Supplied entries -
Start of Block
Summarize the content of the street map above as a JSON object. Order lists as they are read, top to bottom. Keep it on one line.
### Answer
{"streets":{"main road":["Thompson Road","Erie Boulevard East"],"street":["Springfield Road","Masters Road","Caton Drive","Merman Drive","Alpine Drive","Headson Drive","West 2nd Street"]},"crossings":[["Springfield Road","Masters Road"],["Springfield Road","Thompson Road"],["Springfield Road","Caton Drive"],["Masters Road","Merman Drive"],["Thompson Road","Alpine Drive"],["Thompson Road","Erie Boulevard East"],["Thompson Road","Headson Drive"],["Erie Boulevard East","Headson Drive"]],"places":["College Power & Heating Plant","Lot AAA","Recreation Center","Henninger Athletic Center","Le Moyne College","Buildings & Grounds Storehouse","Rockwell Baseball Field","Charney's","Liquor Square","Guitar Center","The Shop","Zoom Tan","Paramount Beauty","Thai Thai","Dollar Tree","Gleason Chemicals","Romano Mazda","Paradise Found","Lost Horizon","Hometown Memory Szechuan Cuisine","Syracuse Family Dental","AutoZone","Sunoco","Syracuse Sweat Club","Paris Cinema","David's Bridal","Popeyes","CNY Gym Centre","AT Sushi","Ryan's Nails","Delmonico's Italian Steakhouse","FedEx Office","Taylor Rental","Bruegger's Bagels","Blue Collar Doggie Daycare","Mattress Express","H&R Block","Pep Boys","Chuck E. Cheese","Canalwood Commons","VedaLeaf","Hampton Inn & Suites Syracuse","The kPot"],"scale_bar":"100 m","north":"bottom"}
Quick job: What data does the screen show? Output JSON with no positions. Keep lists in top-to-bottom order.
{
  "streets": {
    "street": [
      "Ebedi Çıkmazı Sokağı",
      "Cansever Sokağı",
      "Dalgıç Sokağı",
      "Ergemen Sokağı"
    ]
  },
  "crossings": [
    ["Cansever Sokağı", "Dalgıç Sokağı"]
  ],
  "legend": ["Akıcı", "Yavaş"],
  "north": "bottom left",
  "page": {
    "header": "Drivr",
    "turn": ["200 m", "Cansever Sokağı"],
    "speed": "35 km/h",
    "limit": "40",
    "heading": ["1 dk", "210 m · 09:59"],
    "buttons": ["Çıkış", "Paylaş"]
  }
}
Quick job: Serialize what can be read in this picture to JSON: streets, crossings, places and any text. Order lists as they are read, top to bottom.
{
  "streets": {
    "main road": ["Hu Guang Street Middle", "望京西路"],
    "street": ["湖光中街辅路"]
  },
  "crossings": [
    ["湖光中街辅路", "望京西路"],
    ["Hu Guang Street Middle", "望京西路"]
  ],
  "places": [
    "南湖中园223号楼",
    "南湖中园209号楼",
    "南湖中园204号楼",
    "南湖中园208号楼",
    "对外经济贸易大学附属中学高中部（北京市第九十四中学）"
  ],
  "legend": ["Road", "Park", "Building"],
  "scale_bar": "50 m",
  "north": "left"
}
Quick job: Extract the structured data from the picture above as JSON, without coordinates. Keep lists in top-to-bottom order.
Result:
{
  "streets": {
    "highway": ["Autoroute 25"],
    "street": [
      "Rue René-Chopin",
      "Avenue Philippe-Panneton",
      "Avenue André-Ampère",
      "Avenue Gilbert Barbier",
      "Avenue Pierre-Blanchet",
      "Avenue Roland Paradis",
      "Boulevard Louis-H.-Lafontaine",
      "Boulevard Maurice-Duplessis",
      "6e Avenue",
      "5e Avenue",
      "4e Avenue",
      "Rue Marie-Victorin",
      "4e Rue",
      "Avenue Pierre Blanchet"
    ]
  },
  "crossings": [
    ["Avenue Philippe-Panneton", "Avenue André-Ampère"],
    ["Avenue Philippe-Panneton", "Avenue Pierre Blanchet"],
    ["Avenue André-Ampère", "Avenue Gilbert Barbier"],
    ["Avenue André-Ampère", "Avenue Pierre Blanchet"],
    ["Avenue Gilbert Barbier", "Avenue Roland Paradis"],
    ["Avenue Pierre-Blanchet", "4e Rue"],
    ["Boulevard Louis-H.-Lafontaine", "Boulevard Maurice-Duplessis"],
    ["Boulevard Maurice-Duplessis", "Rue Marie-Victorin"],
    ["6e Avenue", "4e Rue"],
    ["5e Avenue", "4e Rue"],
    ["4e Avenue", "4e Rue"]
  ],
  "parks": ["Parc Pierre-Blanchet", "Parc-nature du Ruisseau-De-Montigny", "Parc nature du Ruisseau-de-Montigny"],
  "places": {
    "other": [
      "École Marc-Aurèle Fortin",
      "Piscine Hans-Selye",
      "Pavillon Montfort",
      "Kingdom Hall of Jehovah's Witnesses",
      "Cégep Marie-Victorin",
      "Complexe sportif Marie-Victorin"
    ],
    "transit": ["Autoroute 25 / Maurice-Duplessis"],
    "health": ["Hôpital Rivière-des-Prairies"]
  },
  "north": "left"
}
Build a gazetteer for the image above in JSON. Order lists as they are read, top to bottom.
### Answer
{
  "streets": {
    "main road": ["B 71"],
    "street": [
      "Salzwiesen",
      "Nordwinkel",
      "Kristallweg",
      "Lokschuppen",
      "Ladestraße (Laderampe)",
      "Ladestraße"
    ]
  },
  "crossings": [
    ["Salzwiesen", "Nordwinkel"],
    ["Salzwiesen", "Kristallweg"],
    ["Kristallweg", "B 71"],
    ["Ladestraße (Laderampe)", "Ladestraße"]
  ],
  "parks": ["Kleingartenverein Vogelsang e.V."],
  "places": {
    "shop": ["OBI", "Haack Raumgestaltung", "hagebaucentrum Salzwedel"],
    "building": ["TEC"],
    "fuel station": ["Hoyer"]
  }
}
End of Block
Exercise aim -
Every line that holds the word "Kristallweg" should be copied from the listing.

Expected output -
      "Kristallweg",
    ["Salzwiesen", "Kristallweg"],
    ["Kristallweg", "B 71"],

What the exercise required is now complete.